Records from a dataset
- - - -
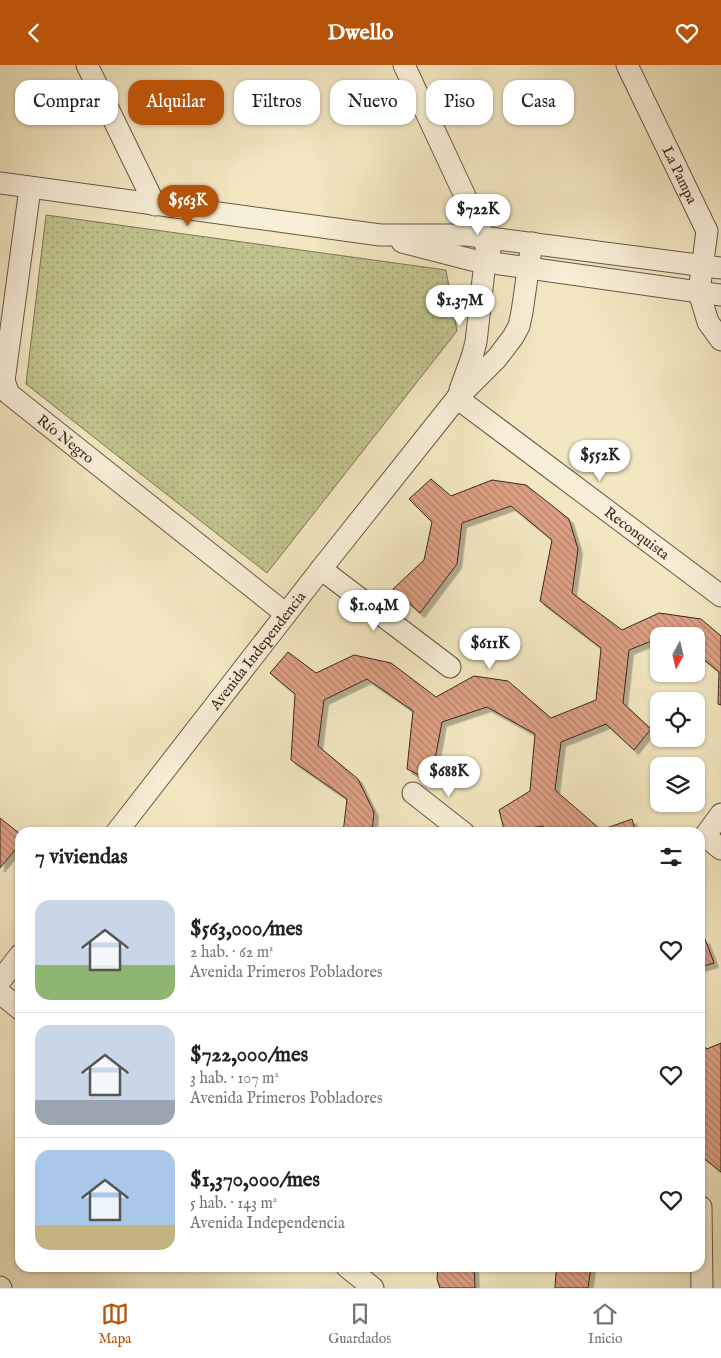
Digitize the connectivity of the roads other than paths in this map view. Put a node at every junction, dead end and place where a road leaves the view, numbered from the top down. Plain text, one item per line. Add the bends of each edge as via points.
1 (87, 65) edge
2 (404, 65) edge
3 (627, 65) edge
4 (0, 183) edge
5 (30, 187) junction
6 (155, 205) junction
7 (714, 227) edge
8 (380, 235) junction
9 (493, 238) junction
10 (532, 243) junction
11 (485, 262) junction
12 (712, 267) edge
13 (529, 268) junction
14 (700, 292) junction
15 (721, 295) edge
16 (721, 340) edge
17 (457, 398) junction
18 (321, 569) junction
19 (721, 596) edge
20 (286, 614) junction
21 (450, 667) dead end
22 (412, 793) dead end
23 (721, 814) edge
24 (121, 827) edge
25 (456, 827) edge
26 (709, 841) edge
27 (15, 962) edge
28 (0, 981) edge
29 (0, 993) edge
30 (15, 1005) edge
31 (702, 1272) edge
32 (702, 1288) edge

1 - 6 street
2 - 9 street
3 - 7 street, La Pampa
4 - 5 street
5 - 6 street
5 - 20 street, Río Negro via 4,381 9,394
6 - 8 street
7 - 12 street, La Pampa
8 - 9 street
8 - 11 street
9 - 10 street
9 - 11 street, Avenida Independencia via 486,248
10 - 12 street
10 - 13 street, Avenida Independencia
11 - 13 street
11 - 17 street, Avenida Independencia via 476,342
12 - 14 street, La Pampa
13 - 14 street
13 - 17 street, Avenida Independencia via 519,326 513,337 498,358
14 - 15 street
14 - 16 street via 708,322
17 - 18 street, Avenida Independencia
17 - 19 street, Reconquista
18 - 20 street, Avenida Independencia
18 - 21 street
20 - 24 street, Avenida Independencia
22 - 25 street
23 - 26 street
27 - 28 street
29 - 30 street
31 - 32 street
- - - -
WORK TASK - Omit the pictures; print the records above exactly.

WRITTEN RESPONSE -
Digitize the connectivity of the roads other than paths in this map view. Put a node at every junction, dead end and place where a road leaves the view, numbered from the top down. Plain text, one item per line. Add the bends of each edge as via points.
1 (87, 65) edge
2 (404, 65) edge
3 (627, 65) edge
4 (0, 183) edge
5 (30, 187) junction
6 (155, 205) junction
7 (714, 227) edge
8 (380, 235) junction
9 (493, 238) junction
10 (532, 243) junction
11 (485, 262) junction
12 (712, 267) edge
13 (529, 268) junction
14 (700, 292) junction
15 (721, 295) edge
16 (721, 340) edge
17 (457, 398) junction
18 (321, 569) junction
19 (721, 596) edge
20 (286, 614) junction
21 (450, 667) dead end
22 (412, 793) dead end
23 (721, 814) edge
24 (121, 827) edge
25 (456, 827) edge
26 (709, 841) edge
27 (15, 962) edge
28 (0, 981) edge
29 (0, 993) edge
30 (15, 1005) edge
31 (702, 1272) edge
32 (702, 1288) edge

1 - 6 street
2 - 9 street
3 - 7 street, La Pampa
4 - 5 street
5 - 6 street
5 - 20 street, Río Negro via 4,381 9,394
6 - 8 street
7 - 12 street, La Pampa
8 - 9 street
8 - 11 street
9 - 10 street
9 - 11 street, Avenida Independencia via 486,248
10 - 12 street
10 - 13 street, Avenida Independencia
11 - 13 street
11 - 17 street, Avenida Independencia via 476,342
12 - 14 street, La Pampa
13 - 14 street
13 - 17 street, Avenida Independencia via 519,326 513,337 498,358
14 - 15 street
14 - 16 street via 708,322
17 - 18 street, Avenida Independencia
17 - 19 street, Reconquista
18 - 20 street, Avenida Independencia
18 - 21 street
20 - 24 street, Avenida Independencia
22 - 25 street
23 - 26 street
27 - 28 street
29 - 30 street
31 - 32 street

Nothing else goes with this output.